Context: Polycystic ovary syndrome (PCOS) is characterized by oligo- or anovulation, polycystic ovary, and/or hyperandrogenism. In addition, many PCOS patients present with dyslipidemia, insulin resistance, and obesity. Due to the complexity of this disorder, the causes of PCOS remain to be identified.
Objectives: Because many PCOS patients have a propensity to develop dyslipidemia, we hypothesized that the brown adipose-differentiation factor, irisin, and the glucose-dependent insulinotropic peptide (GIP) play a role in the development of PCOS.
Design and setting: Serum hormone levels in 202 PCOS patients and 47 healthy women were investigated.
Patients or other participants: Patients were stratified based on the presence/absence of metabolic syndrome risk factors, as defined by the National Cholesterol Education Program's Adult Treatment Panel III report (ATPIII [+] and ATPIII [-]), or body mass index (healthy-weight and overweight).
Main outcome measures: We measured serum irisin, GIP, LH, anti-Mullerian hormone (AMH), and androgens as well as metabolic indices including homeostasis model assessment-insulin resistance, Matsuda's sensitivity index, and quantitative insulin-sensitivity check index.
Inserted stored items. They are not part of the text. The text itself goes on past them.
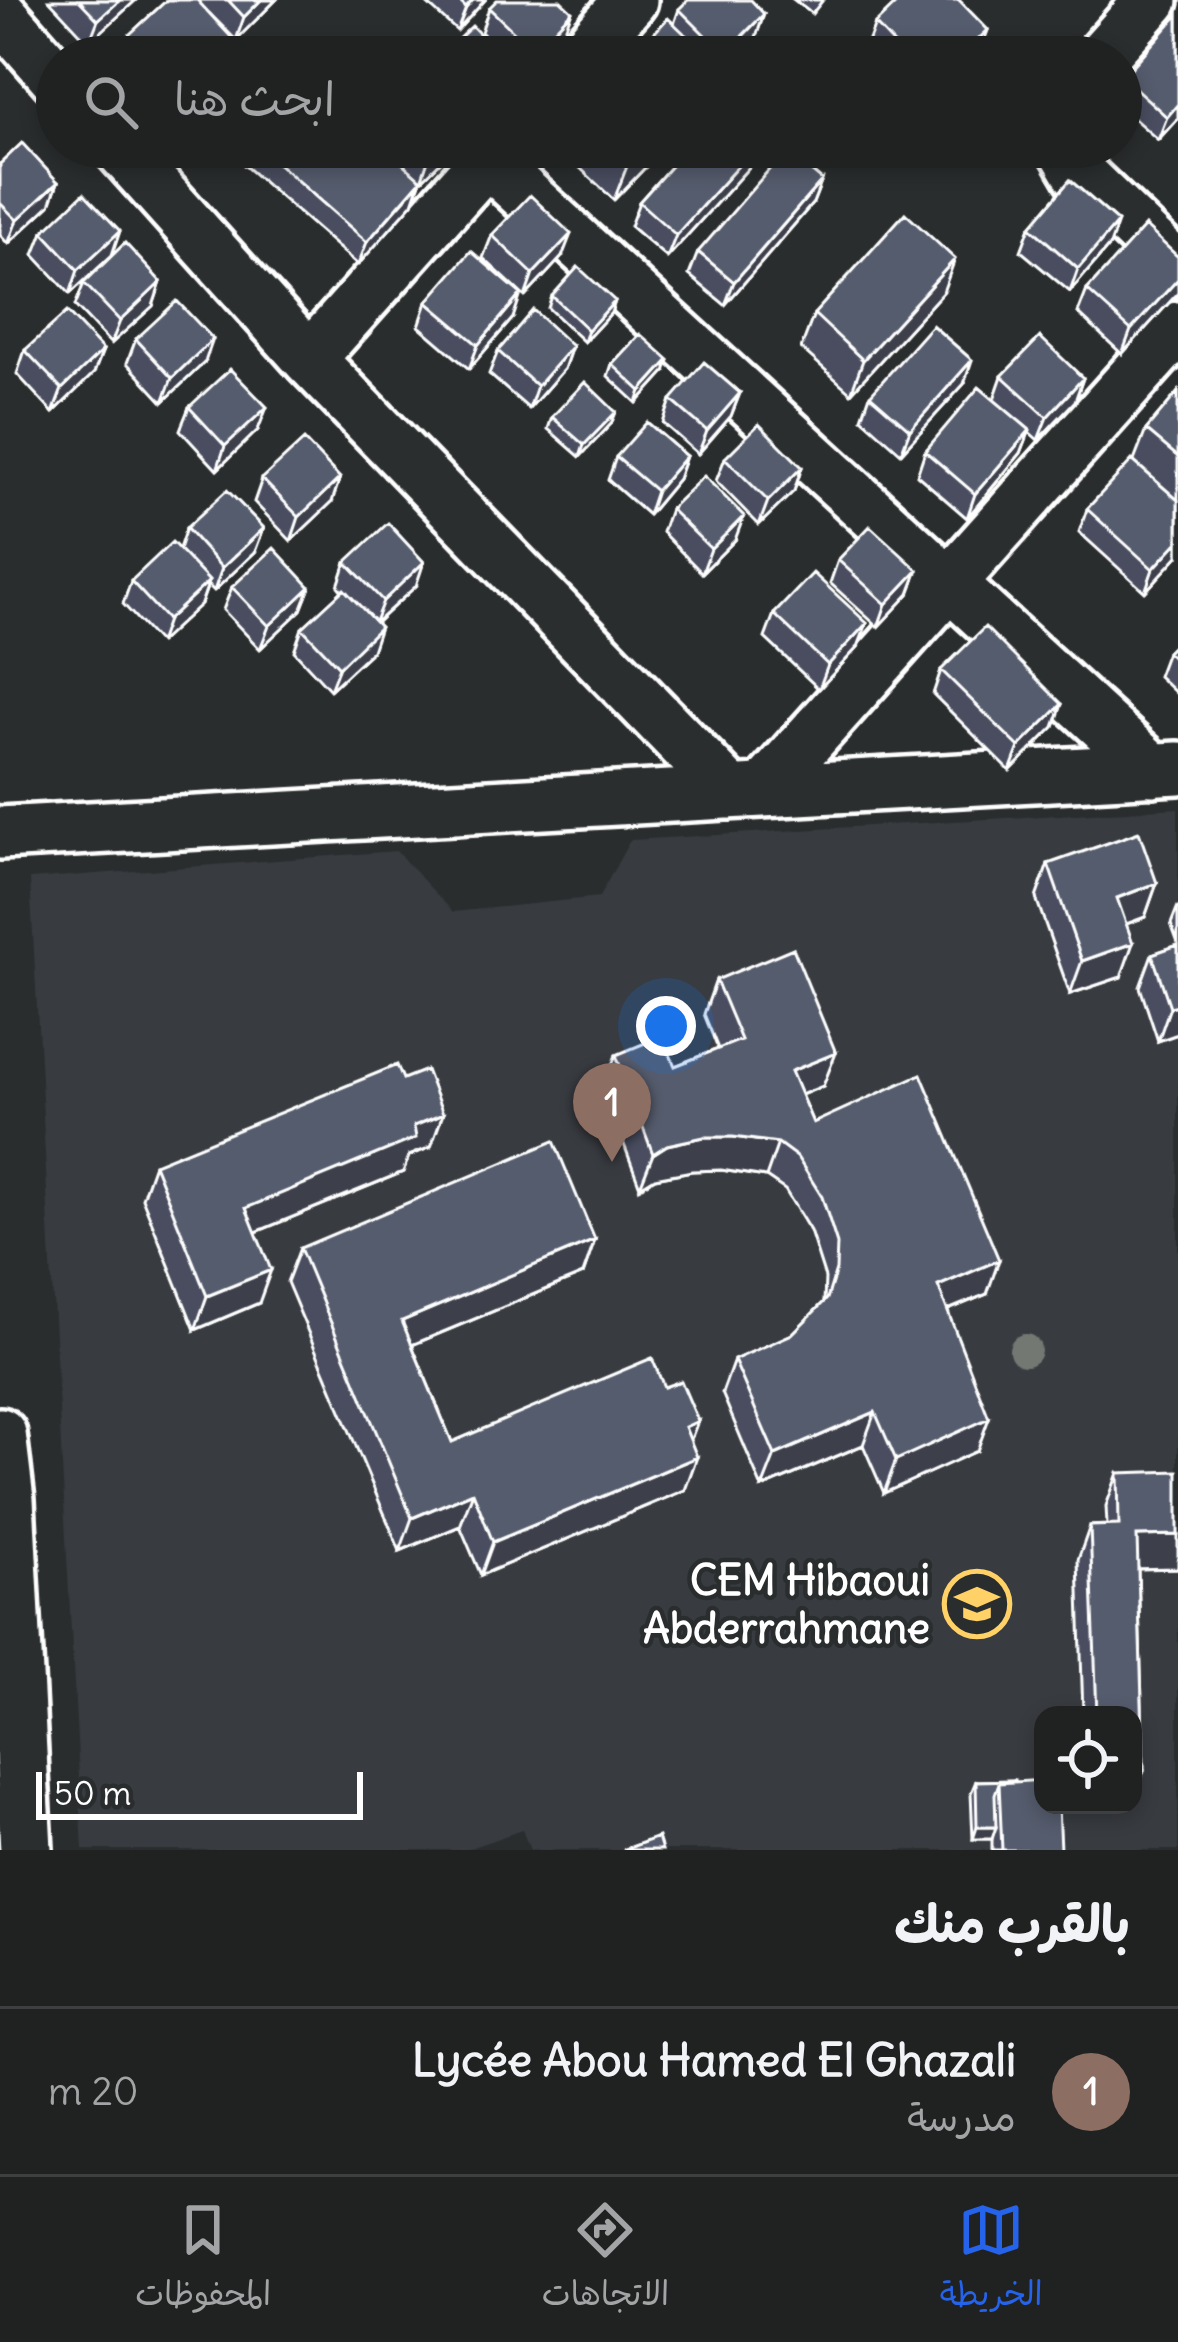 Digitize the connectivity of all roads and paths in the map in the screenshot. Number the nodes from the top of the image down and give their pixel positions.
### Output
1 (631, 0) edge
2 (1152, 0) edge
3 (0, 13) edge
4 (599, 36) edge
5 (1120, 36) edge
6 (36, 54) edge
7 (138, 168) edge
8 (480, 168) edge
9 (507, 168) edge
10 (1076, 168) edge
11 (1178, 269) edge
12 (1178, 328) edge
13 (309, 359) junction
14 (952, 583) junction
15 (1166, 769) edge
16 (747, 792) junction
17 (2, 835) edge
18 (0, 1435) edge
19 (26, 1850) edge

1 - 4 street
2 - 5 street
3 - 6 street
7 - 13 street
8 - 13 street
9 - 14 street
10 - 11 street
12 - 14 street
13 - 16 street
14 - 15 street
14 - 16 street
15 - 16 street
16 - 17 street
18 - 19 street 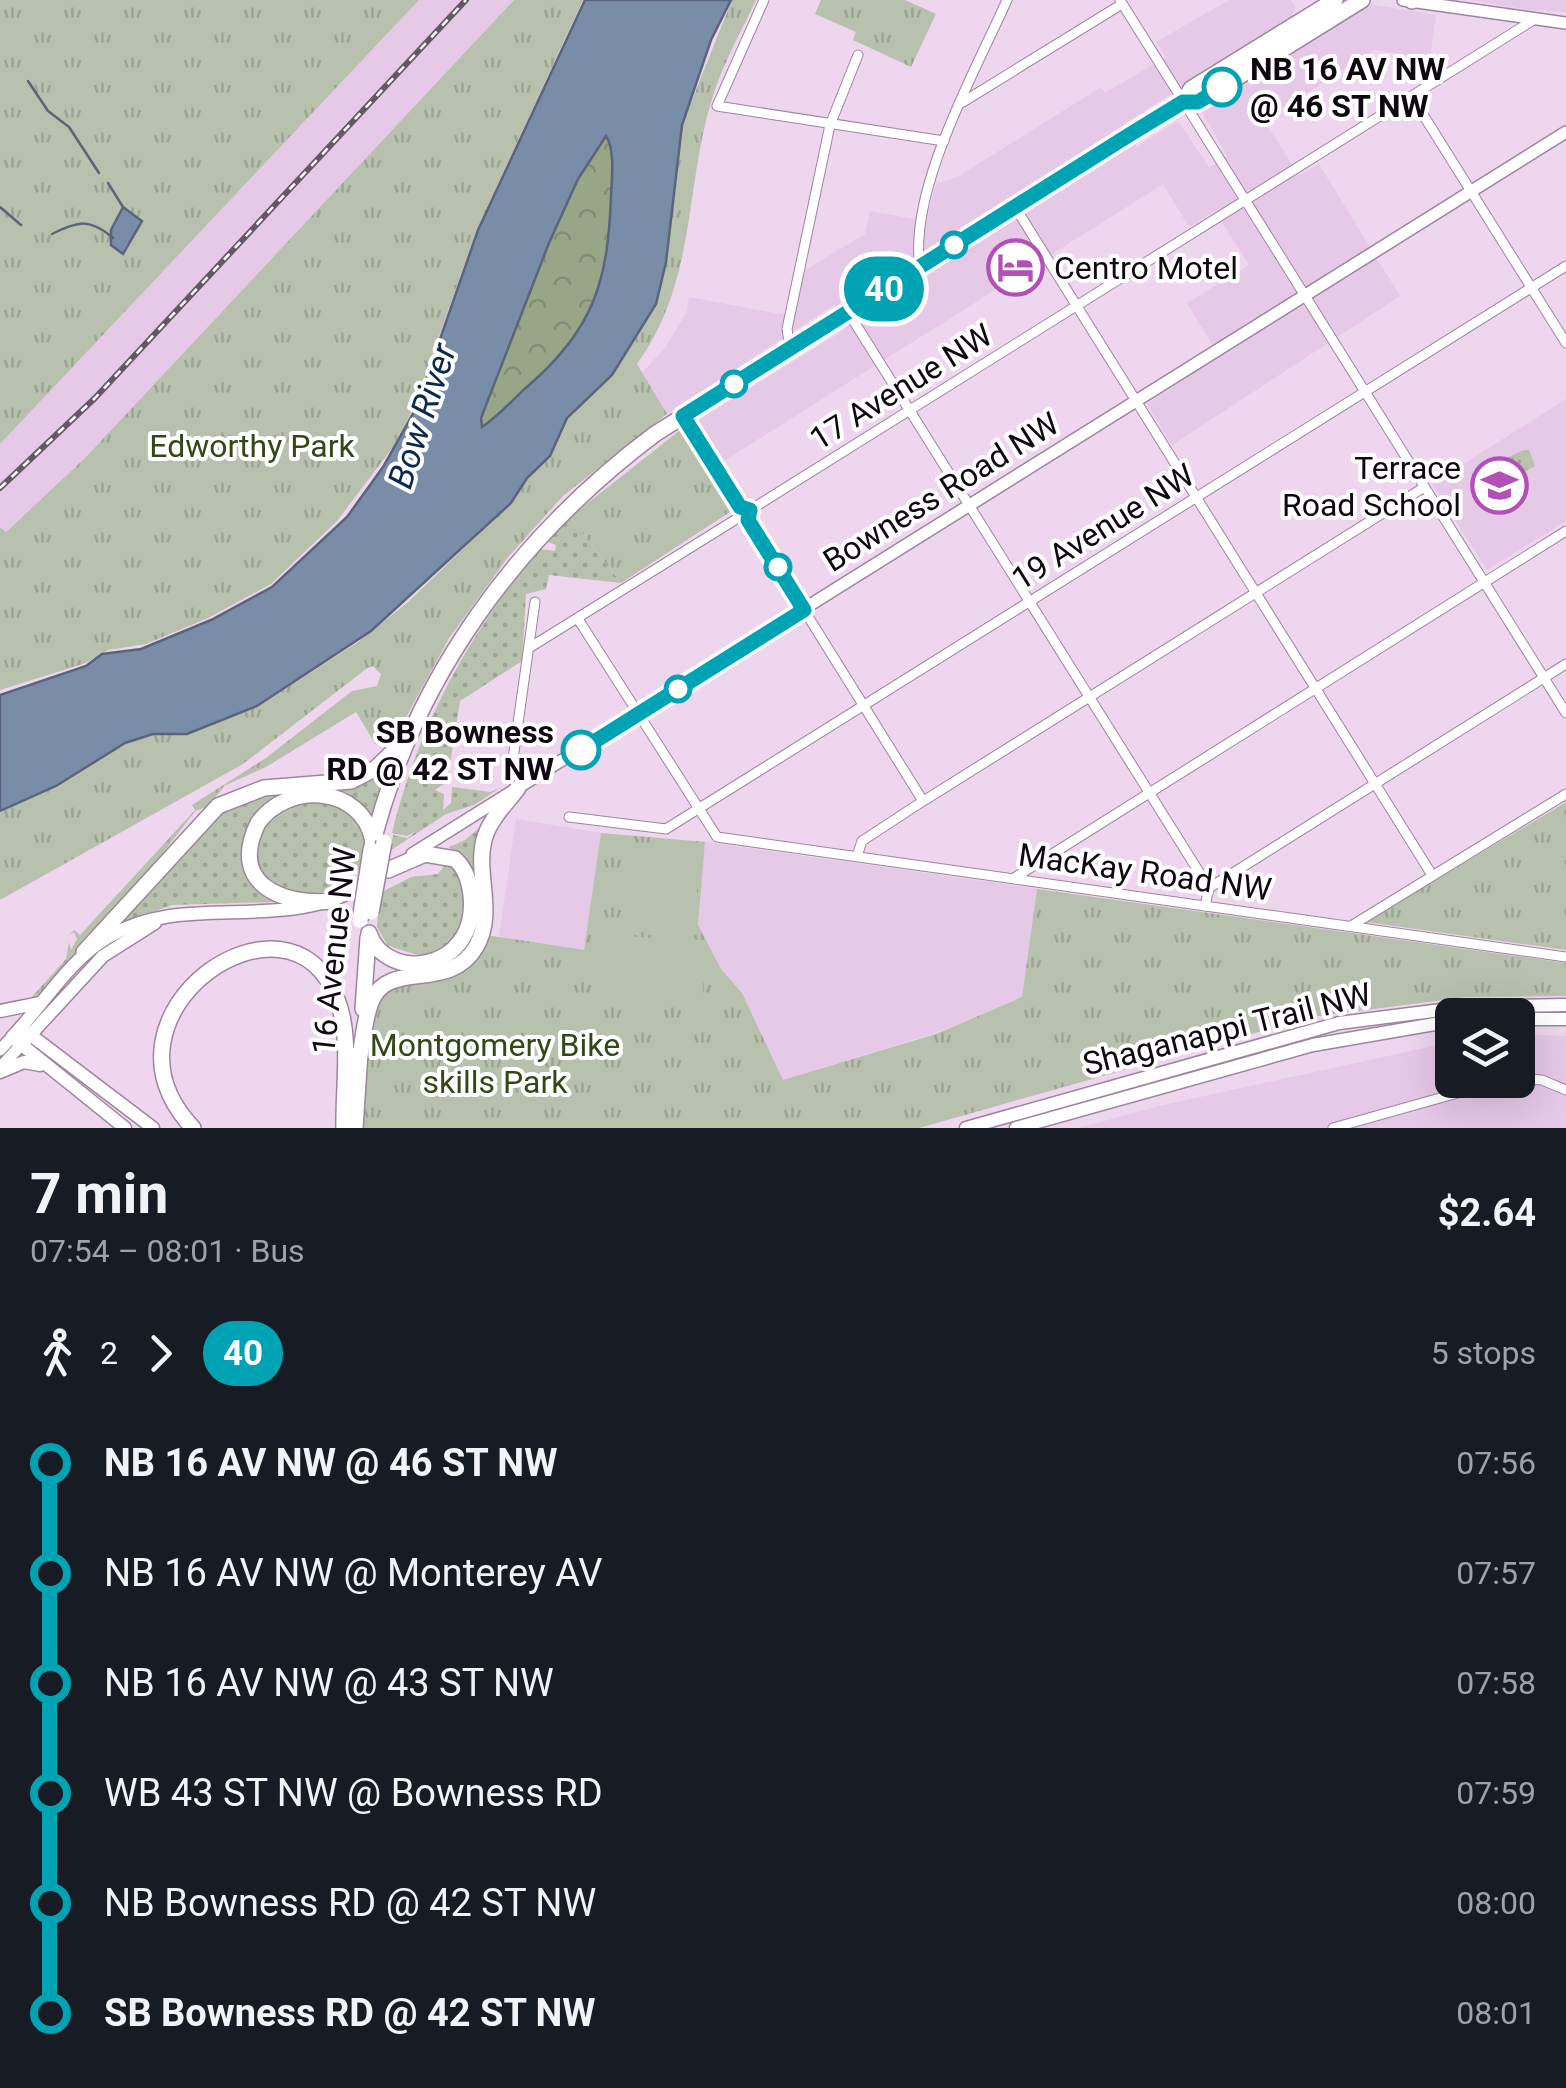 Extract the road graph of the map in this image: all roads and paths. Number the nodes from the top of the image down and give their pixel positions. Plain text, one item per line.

Results: PCOS patients exhibited hyperandrogenism, dyslipidemia, and hyperinsulinism, as well as elevated LH and AMH levels. In addition, fasting irisin level (P < .001) and glucose-induced GIP response (P = .013) in PCOS patients were significantly elevated as compared to those of control women. Remarkably, levels of fasting irisin and glucose-induced GIP response remained significantly elevated in ATP III [-] PCOS and healthy-weight PCOS patients when compared to matched controls. Analysis of the effect size indicated that both fasting irisin and glucose-induced GIP response are significant risk factors for PCOS with odds ratios of 6.63 and 4.21, respectively.
Conclusion: Although there is as yet no evidence for a causal link between irisin and/or GIP and PCOS, it is conceivable that irisin and GIP might contribute to the development of PCOS and may also represent novel PCOS biomarkers.